Friday, 24 December 2010 00:00
On Saturday, Dec. 11, a diverse crowd of community leaders, government officials, artists, preservation and art enthusiasts and residents from Long Island’s North Shore filled North Shore Architectural Stone’s atelier in Glen Head and raised nearly $15,000 towards the restoration of the Roslyn Landmark Society’s Mackay horse sculpture. The immense 25-ton statue stood on the 650-acre estate Harbor Hill, the celebrated but short-lived (ca. 1901-1947) Roslyn home of Mr. and Mrs. Clarence Mackay.
Roslyn Landmark Society was charged with the restoration of one of the Mackay horses that until earlier this year had remained in situ on a portion of Harbor Hill, which later became a private residence. Upon completion of the project, which will remedy damage caused by 100 years of severe weather, planning will begin on the restoration of the second horse which now stands in front of Roslyn High School.
“The evening was a great success in that it introduced the sculpture to its audience, for many of whom it had been more a rumor than a reality,” said Franklin Hill Perrell, the Landmark Society’s executive director. “The community is clearly behind this project, and this event will help us solicit more donors. A few events more, and some business support will get us to our six figure goal. The beauty of North Shore Architectural Stone and the generous support of Co-Owners Hugh and Maggie Tanchuck provided a splendid debut for this fabled horse, and we can’t thank them enough for their help.”
For The Race is On to Restore the Mackay Horses fundraiser, North Shore Architectural Stone transformed their space into an art and sculpture gallery dedicated to the history of the Mackay Statues. In addition to the marble statue on display, the main gallery featured video and pictorial displays, which chronicled the lifespan of the horse sculptures.
Guests were also entertained by a North Shore Architectural Stone craftsman who demonstrated the art of stone carving. And vintage prints of Harbor Hill from the prestigious architectural firm McKim, Mead and White’s seminal monograph were on display.

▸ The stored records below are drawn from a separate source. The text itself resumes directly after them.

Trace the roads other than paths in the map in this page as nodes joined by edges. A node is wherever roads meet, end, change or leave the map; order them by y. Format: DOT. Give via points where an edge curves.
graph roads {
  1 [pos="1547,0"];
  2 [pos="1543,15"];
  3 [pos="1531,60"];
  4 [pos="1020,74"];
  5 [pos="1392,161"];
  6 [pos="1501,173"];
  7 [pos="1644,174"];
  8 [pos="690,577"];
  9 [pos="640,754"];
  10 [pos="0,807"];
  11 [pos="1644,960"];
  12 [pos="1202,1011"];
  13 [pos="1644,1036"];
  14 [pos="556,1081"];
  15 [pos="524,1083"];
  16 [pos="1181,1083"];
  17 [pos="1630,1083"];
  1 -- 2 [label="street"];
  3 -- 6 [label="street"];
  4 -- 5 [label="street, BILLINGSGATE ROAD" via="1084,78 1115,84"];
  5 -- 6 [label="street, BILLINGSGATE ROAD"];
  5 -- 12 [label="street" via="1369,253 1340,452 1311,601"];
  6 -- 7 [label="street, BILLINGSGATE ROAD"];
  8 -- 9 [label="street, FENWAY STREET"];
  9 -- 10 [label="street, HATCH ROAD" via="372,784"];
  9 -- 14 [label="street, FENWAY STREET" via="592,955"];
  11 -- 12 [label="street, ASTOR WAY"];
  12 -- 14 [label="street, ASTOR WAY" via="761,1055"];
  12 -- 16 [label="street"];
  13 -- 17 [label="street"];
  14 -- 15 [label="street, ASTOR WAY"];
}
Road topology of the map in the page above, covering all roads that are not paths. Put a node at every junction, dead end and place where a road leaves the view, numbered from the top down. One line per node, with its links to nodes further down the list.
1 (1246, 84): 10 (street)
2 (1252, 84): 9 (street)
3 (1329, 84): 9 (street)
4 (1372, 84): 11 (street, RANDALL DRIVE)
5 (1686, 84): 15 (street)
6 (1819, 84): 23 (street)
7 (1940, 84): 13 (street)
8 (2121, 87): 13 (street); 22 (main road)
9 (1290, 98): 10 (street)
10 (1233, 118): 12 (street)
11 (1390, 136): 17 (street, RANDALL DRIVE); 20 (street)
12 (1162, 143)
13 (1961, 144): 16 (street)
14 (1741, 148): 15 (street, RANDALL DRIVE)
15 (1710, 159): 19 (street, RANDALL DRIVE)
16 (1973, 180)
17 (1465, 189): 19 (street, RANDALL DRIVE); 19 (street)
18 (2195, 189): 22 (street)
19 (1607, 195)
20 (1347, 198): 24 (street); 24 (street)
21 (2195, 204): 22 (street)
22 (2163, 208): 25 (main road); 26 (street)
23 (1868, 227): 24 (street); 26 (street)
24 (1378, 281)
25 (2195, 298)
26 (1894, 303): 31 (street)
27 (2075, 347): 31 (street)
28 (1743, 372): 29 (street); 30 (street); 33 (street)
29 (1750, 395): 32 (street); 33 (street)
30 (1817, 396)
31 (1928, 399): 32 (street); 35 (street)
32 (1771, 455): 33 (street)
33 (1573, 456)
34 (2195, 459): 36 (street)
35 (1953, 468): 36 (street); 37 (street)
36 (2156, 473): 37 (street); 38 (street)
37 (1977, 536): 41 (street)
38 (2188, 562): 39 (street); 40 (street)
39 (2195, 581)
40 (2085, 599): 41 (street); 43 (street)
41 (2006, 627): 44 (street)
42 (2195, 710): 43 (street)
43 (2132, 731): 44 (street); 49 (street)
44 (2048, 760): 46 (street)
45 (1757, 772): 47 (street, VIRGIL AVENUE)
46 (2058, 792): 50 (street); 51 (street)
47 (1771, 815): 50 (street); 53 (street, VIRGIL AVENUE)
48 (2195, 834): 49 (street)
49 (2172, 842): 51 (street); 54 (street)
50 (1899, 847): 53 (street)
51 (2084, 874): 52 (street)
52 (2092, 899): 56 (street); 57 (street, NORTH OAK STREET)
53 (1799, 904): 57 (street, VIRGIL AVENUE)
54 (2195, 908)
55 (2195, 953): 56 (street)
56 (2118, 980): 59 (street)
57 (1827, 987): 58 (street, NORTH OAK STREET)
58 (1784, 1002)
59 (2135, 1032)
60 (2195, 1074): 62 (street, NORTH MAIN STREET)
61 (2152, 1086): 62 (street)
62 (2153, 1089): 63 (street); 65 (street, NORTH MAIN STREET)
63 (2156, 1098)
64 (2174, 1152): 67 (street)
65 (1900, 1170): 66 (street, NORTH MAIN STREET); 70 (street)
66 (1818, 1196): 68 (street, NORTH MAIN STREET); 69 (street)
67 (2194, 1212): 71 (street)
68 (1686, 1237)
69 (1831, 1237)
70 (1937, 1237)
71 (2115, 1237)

Rounding out the evening’s entertainment was Kristina Wirkowski (Portledge, Class of ’16) entertained the audience with several classical compositions arranged for violin. Many in the crowd were amazed at her youthfulness and ability to interpret complicated classical pieces with flawless ease and technical precision.
Another gallery space was also created especially for the evening and exhibited equine and landscape artwork from noted artists Virginia Pierrepont, Carol V. Kingston, Paul Crifo, Jerelyn Hanrahan, sculptor Tom Malloy and photographer Elizabeth Roosevelt.
Hugh Tanchuck, co-owner of North Shore Architectural Stone said, “While the cemetery and monument business helped form who we are at our core, creating this new showroom has allowed us to celebrate life and express our creativity in a whole new way. As the showroom space has evolved, we are very grateful to have received the backing of the local community who have seen the value in having a space to celebrate and support the arts, charitable events and historic preservation & restoration.”
Portions of all art sales were donated to the Fundraiser. Bazzini Wine of Locust Valley donated a variety of fine wines and prosecco, while guests enjoyed appetizers from Bistro M. of Glen Head.